OUTILS DU TRAITEMENT

La malformation capillaire elle-même est traitée aujourd’hui grâce aux lasers pulsés. Les syndromes d’hypertrophie faciale (tissus mous et maxillaires) relèvent de la chirurgie d’harmonisation

Traiter le plus tôt possible dans la vie un nourrisson porteur d’angiome plan est souhaitable, car la nappe d’angiome plan suivra la croissance corporelle de l’enfant, augmentant la surface à balayer. De plus, comme signalé précédemment, la peau peut s’épaissir et la coloration de l’angiome s’intensifier après la puberté.
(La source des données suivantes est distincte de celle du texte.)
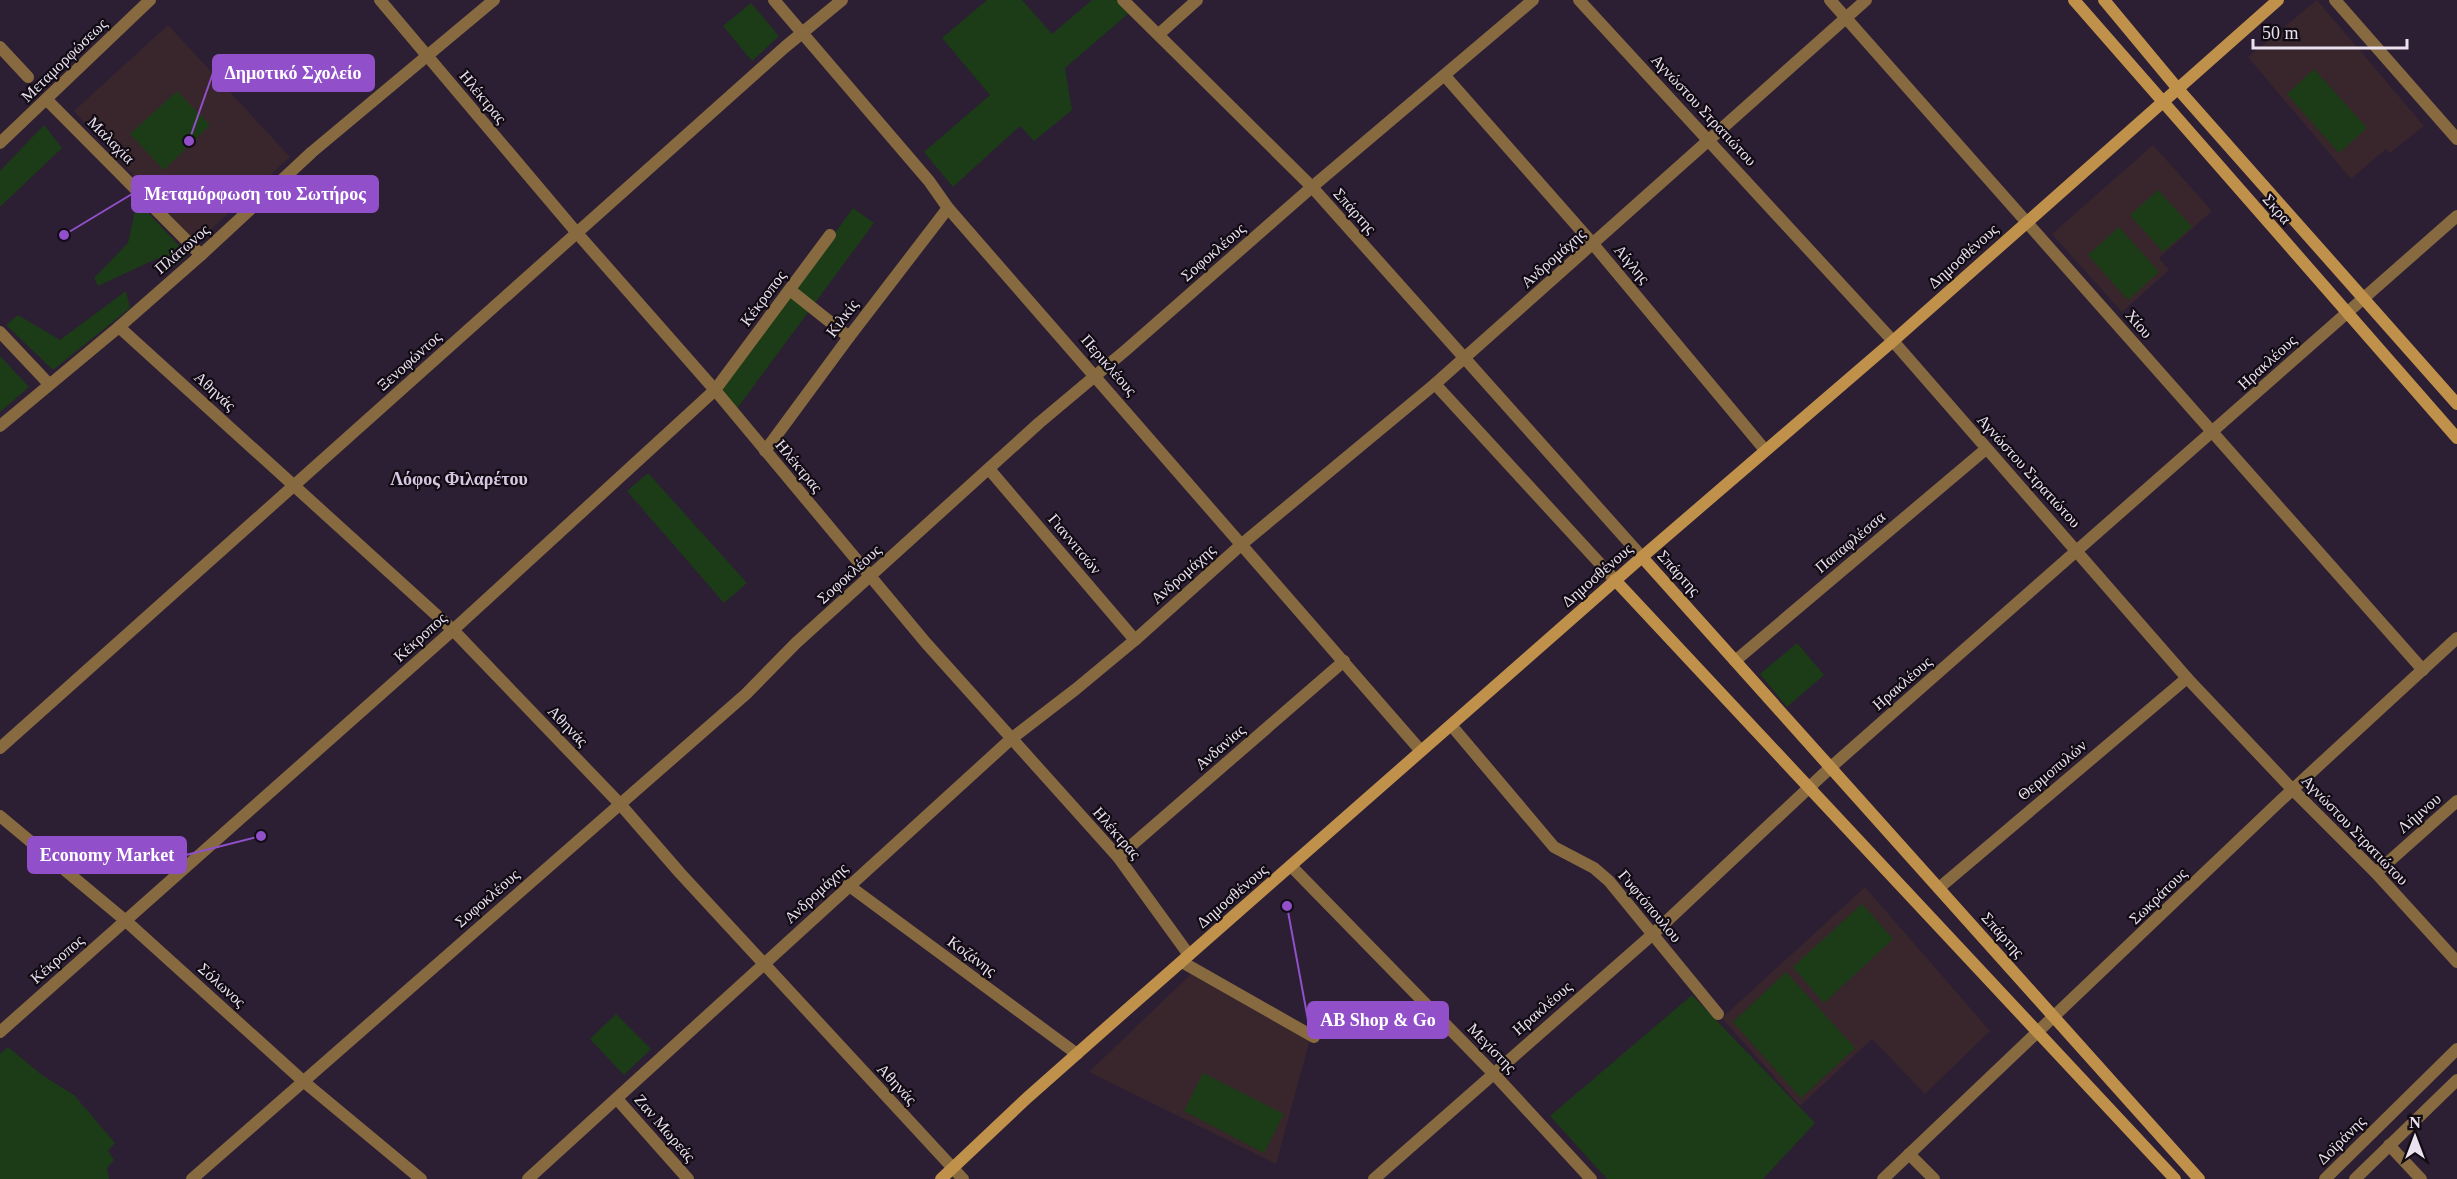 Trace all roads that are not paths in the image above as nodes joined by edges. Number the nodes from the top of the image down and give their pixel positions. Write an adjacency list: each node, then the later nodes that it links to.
1 (150, 0): 24 (street, Μεταμορφώσεως)
2 (380, 0): 20 (street, Ηλέκτρας)
3 (494, 0): 20 (street, Πλάτωνος)
4 (774, 0): 17 (street, Περικλέους)
5 (842, 0): 17 (street, Ξενοφώντος)
6 (1124, 0): 18 (street, Σπάρτης)
7 (1197, 0): 18 (street)
8 (1533, 0): 21 (street, Σοφοκλέους)
9 (1579, 0): 26 (street, Αγνώστου Στρατιώτου)
10 (1830, 0): 16 (street, Χίου)
11 (1866, 0): 16 (street, Ανδρομάχης)
12 (2074, 0): 25 (street, Σκρα)
13 (2104, 0): 23 (street, Σκρα)
14 (2278, 0): 23 (street, Δημοσθένους)
15 (2336, 0): 27 (street)
16 (1846, 19): 26 (street, Ανδρομάχης); 32 (street, Χίου)
17 (802, 32): 30 (street, Περικλέους); 33 (street, Ξενοφώντος)
18 (1159, 34): 29 (street, Σπάρτης)
19 (0, 47): 22 (street)
20 (427, 56): 33 (street, Ηλέκτρας); 36 (street, Πλάτωνος)
21 (1445, 76): 29 (street, Σοφοκλέους); 35 (street, Αίγλης)
22 (28, 77)
23 (2178, 90): 25 (street, Δημοσθένους); 38 (street, Σκρα)
24 (47, 100): 28 (street, Μεταμορφώσεως); 36 (street, Μαλαχία)
25 (2162, 103): 32 (street, Δημοσθένους); 39 (street, Σκρα)
26 (1709, 138): 35 (street, Ανδρομάχης); 43 (street, Αγνώστου Στρατιώτου)
27 (2457, 140)
28 (0, 143)
29 (1312, 188): 44 (street, Σπάρτης); 45 (street, Σοφοκλέους)
30 (948, 208): 42 (street, Κιλκίς); 45 (street, Περικλέους)
31 (2457, 216): 38 (street, Ηρακλέους)
32 (2027, 221): 43 (street, Δημοσθένους); 51 (street, Χίου)
33 (577, 233): 48 (street, Ηλέκτρας); 57 (street, Ξενοφώντος)
34 (830, 235): 37 (street, Κέκροπος)
35 (1593, 244): 44 (street, Ανδρομάχης); 54 (street, Αίγλης)
36 (201, 255): 40 (street, Πλάτωνος)
37 (790, 290): 42 (street); 48 (street, Κέκροπος)
38 (2363, 298): 39 (street, Ηρακλέους); 49 (street, Σκρα)
39 (2346, 313): 51 (street, Ηρακλέους); 52 (street, Σκρα)
40 (119, 327): 46 (street, Πλάτωνος); 57 (street, Αθηνάς)
41 (0, 332): 46 (street)
42 (849, 337): 55 (street, Κιλκίς)
43 (1893, 341): 53 (street, Αγνώστου Στρατιώτου); 54 (street, Δημοσθένους)
44 (1464, 358): 47 (street, Ανδρομάχης); 60 (street, Σπάρτης)
45 (1096, 375): 56 (street, Σοφοκλέους); 58 (street, Περικλέους)
46 (49, 384): 50 (street, Πλάτωνος)
47 (1435, 384): 58 (street, Ανδρομάχης); 62 (street)
48 (715, 390): 55 (street, Ηλέκτρας); 63 (street, Κέκροπος)
49 (2457, 404)
50 (0, 426)
51 (2212, 433): 59 (street, Ηρακλέους); 68 (street, Χίου)
52 (2457, 438)
53 (1986, 449): 59 (street, Αγνώστου Στρατιώτου); 67 (street, Παπαφλέσσα)
54 (1765, 450): 60 (street, Δημοσθένους)
55 (765, 451): 61 (street, Ηλέκτρας)
56 (989, 469): 61 (street, Σοφοκλέους); 65 (street, Γιαννιτσών)
57 (296, 486): 63 (street, Αθηνάς); 72 (street, Ξενοφώντος)
58 (1242, 544): 65 (street, Ανδρομάχης); 66 (street, Περικλέους)
59 (2078, 550): 69 (street, Αγνώστου Στρατιώτου); 74 (street, Ηρακλέους)
60 (1642, 557): 62 (street, Δημοσθένους); 67 (street, Σπάρτης)
61 (871, 576): 71 (street, Ηλέκτρας); 78 (street, Σοφοκλέους)
62 (1615, 580): 70 (street, Δημοσθένους); 75 (street)
63 (453, 630): 78 (street, Αθηνάς); 85 (street, Κέκροπος)
64 (2457, 638): 68 (street, Σωκράτους)
65 (1135, 640): 71 (street, Ανδρομάχης)
66 (1344, 661): 73 (street, Περικλέους); 80 (street, Ανδανiας)
67 (1735, 661): 74 (street, Σπάρτης)
68 (2423, 670): 76 (street, Σωκράτους)
69 (2187, 678): 76 (street, Αγνώστου Στρατιώτου); 84 (street, Θερμοπυλών)
70 (1451, 725): 73 (street, Δημοσθένους); 86 (street, Γυφτόπουλου)
71 (1011, 739): 80 (street, Ηλέκτρας); 83 (street, Ανδρομάχης)
72 (0, 748)
73 (1421, 751): 81 (street, Δημοσθένους)
74 (1831, 767): 75 (street, Ηρακλέους); 84 (street, Σπάρτης)
75 (1809, 788): 86 (street, Ηρακλέους); 93 (street)
76 (2293, 790): 82 (street, Αγνώστου Στρατιώτου); 91 (street, Σωκράτους)
77 (2457, 801): 82 (street, Λήμνου)
78 (620, 804): 89 (street, Αθηνάς); 99 (street, Σοφοκλέους)
79 (0, 816): 85 (street, Σόλωνος)
80 (1118, 857): 87 (street, Ηλέκτρας)
81 (1291, 866): 87 (street, Δημοσθένους); 97 (street, Μεγίστης)
82 (2376, 873): 88 (street, Αγνώστου Στρατιώτου)
83 (848, 885): 89 (street, Ανδρομάχης); 96 (street, Κοζάνης)
84 (1939, 888): 91 (street, Σπάρτης)
85 (126, 921): 92 (street, Κέκροπος); 99 (street, Σόλωνος)
86 (1653, 934): 90 (street, Γυφτόπουλου); 97 (street, Ηρακλέους)
87 (1186, 958): 94 (street); 96 (street, Δημοσθένους)
88 (2457, 962)
89 (765, 964): 100 (street, Ανδρομάχης); 103 (street, Αθηνάς)
90 (1718, 1014)
91 (2055, 1017): 93 (street, Σωκράτους); 115 (street, Σπάρτης)
92 (0, 1032)
93 (2038, 1033): 102 (street, Σωκράτους); 114 (street)
94 (1314, 1037)
95 (2457, 1049): 116 (street, Δοϊράνης)
96 (1077, 1054): 103 (street, Δημοσθένους)
97 (1493, 1073): 110 (street, Ηρακλέους); 111 (street, Μεγίστης)
98 (2457, 1080): 101 (street)
99 (303, 1081): 104 (street, Σοφοκλέους); 105 (street, Σόλωνος)
100 (617, 1099): 106 (street, Ανδρομάχης); 107 (street, Ζαν Μωρεάς)
101 (2389, 1145): 117 (street); 118 (street)
102 (1909, 1154): 112 (street, Σωκράτους); 113 (street)
103 (952, 1168): 108 (street, Δημοσθένους); 109 (street, Αθηνάς)
104 (192, 1179)
105 (421, 1179)
106 (528, 1179)
107 (688, 1179)
108 (941, 1179)
109 (963, 1179)
110 (1374, 1179)
111 (1591, 1179)
112 (1883, 1179)
113 (1934, 1179)
114 (2175, 1179)
115 (2199, 1179)
116 (2325, 1179)
117 (2355, 1179)
118 (2421, 1179)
4.2 – MALFORMATIONS LYMPHATIQUES

Elles sont la conséquence d’anomalies de développement du système lymphatique : kystes, dilatation de collecteurs lymphatiques et agénésie d’autres vaisseaux sont observés

OUTILS DU TRAITEMENT

On dispose de deux possibilités, la chirurgie d’exérèse et la sclérothérapie percutanée à l’aide de divers sclérosants injectés dans les poches lymphatiques

4.3 – MALFORMATIONS VEINEUSES

Elles sont liées à une anomalie des parois veineuses, sorte d’incapacité à stabiliser leur taille, ce qui explique l’expansion et la lente aggravation, toute la vie. La plupart sont sporadiques, il y a seulement 1 à 2 p. 100 de formes familiales.

STRATÉGIE DE SURVEILLANCE

Cliniquement, les malformations veineuses se traduisent par une tuméfaction molle, compressible, sous une peau qui, si elle est envahie jusque dans le derme papillaire, est nettement bleue. La température locale est normale. La lésion augmente de volume avec l’élévation de la pression veineuse locale en position déclive, lors d’effort physique, de cris ou pleurs, et elle s’affaisse en situation inverse.

OUTILS DU TRAITEMENT

Deux types de traitement sont possibles : scléroses par injection intralésionnelle et/ou traitement chirurgical.